Description of the task: If an entry below holds a picture, leave the picture out and print the rest exactly.

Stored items
───
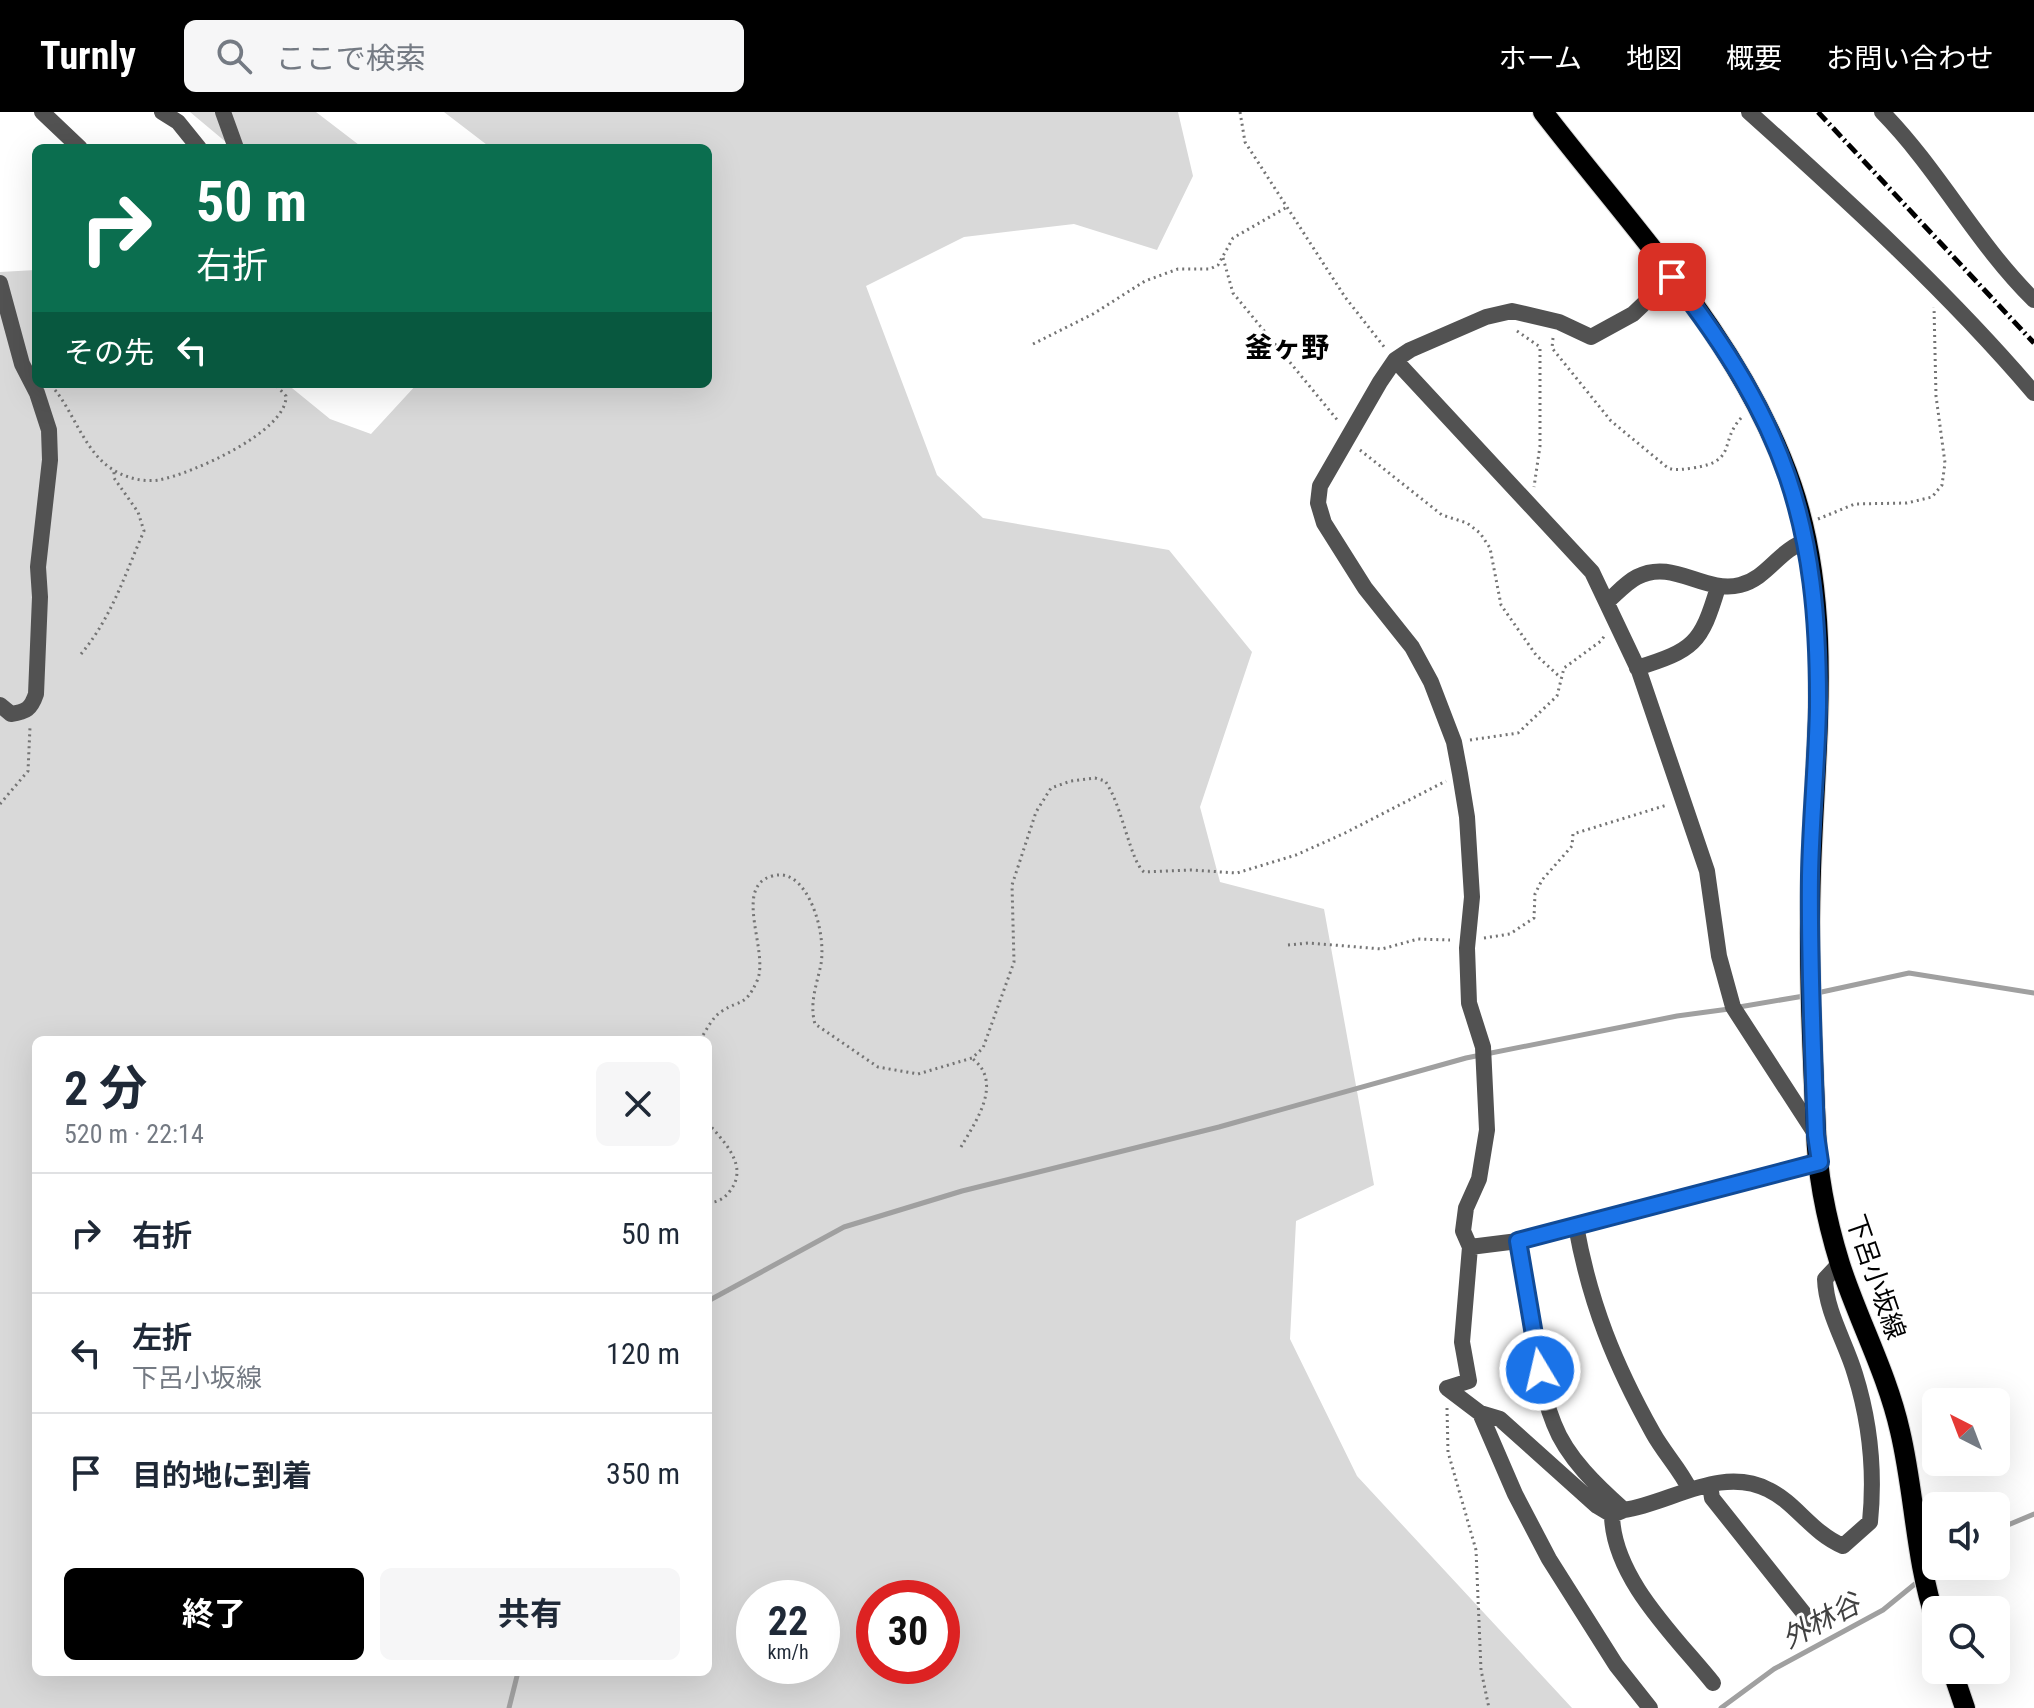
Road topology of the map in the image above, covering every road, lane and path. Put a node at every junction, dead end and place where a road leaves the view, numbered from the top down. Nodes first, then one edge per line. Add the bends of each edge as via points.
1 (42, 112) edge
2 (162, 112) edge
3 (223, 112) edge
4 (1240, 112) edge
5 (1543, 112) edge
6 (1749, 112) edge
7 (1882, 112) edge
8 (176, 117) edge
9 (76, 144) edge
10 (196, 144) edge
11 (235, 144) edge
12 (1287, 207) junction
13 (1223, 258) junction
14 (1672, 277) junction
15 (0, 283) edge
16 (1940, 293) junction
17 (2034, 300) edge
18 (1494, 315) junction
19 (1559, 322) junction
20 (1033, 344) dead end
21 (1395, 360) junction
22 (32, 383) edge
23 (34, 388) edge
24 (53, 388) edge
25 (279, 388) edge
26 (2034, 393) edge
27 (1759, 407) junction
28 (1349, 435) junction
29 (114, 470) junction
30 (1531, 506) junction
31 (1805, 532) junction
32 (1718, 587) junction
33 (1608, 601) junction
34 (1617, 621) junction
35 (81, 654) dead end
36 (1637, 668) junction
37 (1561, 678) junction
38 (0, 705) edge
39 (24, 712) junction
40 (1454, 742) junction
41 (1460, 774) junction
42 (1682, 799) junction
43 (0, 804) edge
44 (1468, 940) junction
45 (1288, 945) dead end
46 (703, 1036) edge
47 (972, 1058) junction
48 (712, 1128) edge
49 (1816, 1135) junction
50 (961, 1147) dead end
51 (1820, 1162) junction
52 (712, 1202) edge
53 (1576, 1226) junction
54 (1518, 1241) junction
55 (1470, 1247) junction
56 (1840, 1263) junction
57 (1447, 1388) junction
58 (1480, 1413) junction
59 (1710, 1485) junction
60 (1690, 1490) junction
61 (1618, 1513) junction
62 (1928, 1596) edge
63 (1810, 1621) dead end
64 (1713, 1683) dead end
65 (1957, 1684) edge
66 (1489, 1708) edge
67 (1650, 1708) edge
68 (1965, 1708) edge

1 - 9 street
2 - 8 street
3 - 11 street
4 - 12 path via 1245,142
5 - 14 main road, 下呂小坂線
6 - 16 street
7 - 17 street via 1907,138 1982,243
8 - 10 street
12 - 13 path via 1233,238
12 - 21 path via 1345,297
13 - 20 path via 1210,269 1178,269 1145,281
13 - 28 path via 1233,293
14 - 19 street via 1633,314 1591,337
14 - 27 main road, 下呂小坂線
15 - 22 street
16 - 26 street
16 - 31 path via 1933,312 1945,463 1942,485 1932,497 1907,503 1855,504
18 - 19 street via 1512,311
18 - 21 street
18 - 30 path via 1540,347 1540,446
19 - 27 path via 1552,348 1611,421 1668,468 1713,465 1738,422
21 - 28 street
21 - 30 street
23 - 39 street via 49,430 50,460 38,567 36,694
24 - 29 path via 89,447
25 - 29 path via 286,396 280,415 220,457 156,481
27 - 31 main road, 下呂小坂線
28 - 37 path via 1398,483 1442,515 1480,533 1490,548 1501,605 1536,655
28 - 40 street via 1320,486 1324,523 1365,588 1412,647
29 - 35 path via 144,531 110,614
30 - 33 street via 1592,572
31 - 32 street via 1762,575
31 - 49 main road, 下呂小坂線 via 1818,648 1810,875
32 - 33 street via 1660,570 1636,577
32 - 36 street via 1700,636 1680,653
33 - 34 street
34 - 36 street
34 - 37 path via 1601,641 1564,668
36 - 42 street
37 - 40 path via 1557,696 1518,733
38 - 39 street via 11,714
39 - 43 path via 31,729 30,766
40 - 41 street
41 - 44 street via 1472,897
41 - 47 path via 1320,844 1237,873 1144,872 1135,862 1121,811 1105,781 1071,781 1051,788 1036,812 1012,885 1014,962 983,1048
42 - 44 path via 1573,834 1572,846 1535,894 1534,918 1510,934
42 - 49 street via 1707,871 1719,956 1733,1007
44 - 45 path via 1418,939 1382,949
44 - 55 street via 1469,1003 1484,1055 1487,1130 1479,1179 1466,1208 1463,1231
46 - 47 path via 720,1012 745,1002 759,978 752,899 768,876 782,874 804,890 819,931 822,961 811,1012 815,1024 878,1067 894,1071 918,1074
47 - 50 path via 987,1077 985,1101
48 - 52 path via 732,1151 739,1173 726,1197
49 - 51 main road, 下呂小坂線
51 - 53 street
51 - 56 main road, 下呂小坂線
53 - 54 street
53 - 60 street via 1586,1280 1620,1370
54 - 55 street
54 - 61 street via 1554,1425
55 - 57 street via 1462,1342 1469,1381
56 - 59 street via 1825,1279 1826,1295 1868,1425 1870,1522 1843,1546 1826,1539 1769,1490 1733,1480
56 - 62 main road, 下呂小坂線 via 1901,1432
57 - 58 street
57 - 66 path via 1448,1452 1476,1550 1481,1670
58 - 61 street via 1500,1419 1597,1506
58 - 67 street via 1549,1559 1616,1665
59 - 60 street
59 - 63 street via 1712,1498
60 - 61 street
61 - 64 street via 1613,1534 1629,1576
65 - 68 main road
───
Output:
Road topology of the map in the image above, covering every road, lane and path. Put a node at every junction, dead end and place where a road leaves the view, numbered from the top down. Nodes first, then one edge per line. Add the bends of each edge as via points.
1 (42, 112) edge
2 (162, 112) edge
3 (223, 112) edge
4 (1240, 112) edge
5 (1543, 112) edge
6 (1749, 112) edge
7 (1882, 112) edge
8 (176, 117) edge
9 (76, 144) edge
10 (196, 144) edge
11 (235, 144) edge
12 (1287, 207) junction
13 (1223, 258) junction
14 (1672, 277) junction
15 (0, 283) edge
16 (1940, 293) junction
17 (2034, 300) edge
18 (1494, 315) junction
19 (1559, 322) junction
20 (1033, 344) dead end
21 (1395, 360) junction
22 (32, 383) edge
23 (34, 388) edge
24 (53, 388) edge
25 (279, 388) edge
26 (2034, 393) edge
27 (1759, 407) junction
28 (1349, 435) junction
29 (114, 470) junction
30 (1531, 506) junction
31 (1805, 532) junction
32 (1718, 587) junction
33 (1608, 601) junction
34 (1617, 621) junction
35 (81, 654) dead end
36 (1637, 668) junction
37 (1561, 678) junction
38 (0, 705) edge
39 (24, 712) junction
40 (1454, 742) junction
41 (1460, 774) junction
42 (1682, 799) junction
43 (0, 804) edge
44 (1468, 940) junction
45 (1288, 945) dead end
46 (703, 1036) edge
47 (972, 1058) junction
48 (712, 1128) edge
49 (1816, 1135) junction
50 (961, 1147) dead end
51 (1820, 1162) junction
52 (712, 1202) edge
53 (1576, 1226) junction
54 (1518, 1241) junction
55 (1470, 1247) junction
56 (1840, 1263) junction
57 (1447, 1388) junction
58 (1480, 1413) junction
59 (1710, 1485) junction
60 (1690, 1490) junction
61 (1618, 1513) junction
62 (1928, 1596) edge
63 (1810, 1621) dead end
64 (1713, 1683) dead end
65 (1957, 1684) edge
66 (1489, 1708) edge
67 (1650, 1708) edge
68 (1965, 1708) edge

1 - 9 street
2 - 8 street
3 - 11 street
4 - 12 path via 1245,142
5 - 14 main road, 下呂小坂線
6 - 16 street
7 - 17 street via 1907,138 1982,243
8 - 10 street
12 - 13 path via 1233,238
12 - 21 path via 1345,297
13 - 20 path via 1210,269 1178,269 1145,281
13 - 28 path via 1233,293
14 - 19 street via 1633,314 1591,337
14 - 27 main road, 下呂小坂線
15 - 22 street
16 - 26 street
16 - 31 path via 1933,312 1945,463 1942,485 1932,497 1907,503 1855,504
18 - 19 street via 1512,311
18 - 21 street
18 - 30 path via 1540,347 1540,446
19 - 27 path via 1552,348 1611,421 1668,468 1713,465 1738,422
21 - 28 street
21 - 30 street
23 - 39 street via 49,430 50,460 38,567 36,694
24 - 29 path via 89,447
25 - 29 path via 286,396 280,415 220,457 156,481
27 - 31 main road, 下呂小坂線
28 - 37 path via 1398,483 1442,515 1480,533 1490,548 1501,605 1536,655
28 - 40 street via 1320,486 1324,523 1365,588 1412,647
29 - 35 path via 144,531 110,614
30 - 33 street via 1592,572
31 - 32 street via 1762,575
31 - 49 main road, 下呂小坂線 via 1818,648 1810,875
32 - 33 street via 1660,570 1636,577
32 - 36 street via 1700,636 1680,653
33 - 34 street
34 - 36 street
34 - 37 path via 1601,641 1564,668
36 - 42 street
37 - 40 path via 1557,696 1518,733
38 - 39 street via 11,714
39 - 43 path via 31,729 30,766
40 - 41 street
41 - 44 street via 1472,897
41 - 47 path via 1320,844 1237,873 1144,872 1135,862 1121,811 1105,781 1071,781 1051,788 1036,812 1012,885 1014,962 983,1048
42 - 44 path via 1573,834 1572,846 1535,894 1534,918 1510,934
42 - 49 street via 1707,871 1719,956 1733,1007
44 - 45 path via 1418,939 1382,949
44 - 55 street via 1469,1003 1484,1055 1487,1130 1479,1179 1466,1208 1463,1231
46 - 47 path via 720,1012 745,1002 759,978 752,899 768,876 782,874 804,890 819,931 822,961 811,1012 815,1024 878,1067 894,1071 918,1074
47 - 50 path via 987,1077 985,1101
48 - 52 path via 732,1151 739,1173 726,1197
49 - 51 main road, 下呂小坂線
51 - 53 street
51 - 56 main road, 下呂小坂線
53 - 54 street
53 - 60 street via 1586,1280 1620,1370
54 - 55 street
54 - 61 street via 1554,1425
55 - 57 street via 1462,1342 1469,1381
56 - 59 street via 1825,1279 1826,1295 1868,1425 1870,1522 1843,1546 1826,1539 1769,1490 1733,1480
56 - 62 main road, 下呂小坂線 via 1901,1432
57 - 58 street
57 - 66 path via 1448,1452 1476,1550 1481,1670
58 - 61 street via 1500,1419 1597,1506
58 - 67 street via 1549,1559 1616,1665
59 - 60 street
59 - 63 street via 1712,1498
60 - 61 street
61 - 64 street via 1613,1534 1629,1576
65 - 68 main road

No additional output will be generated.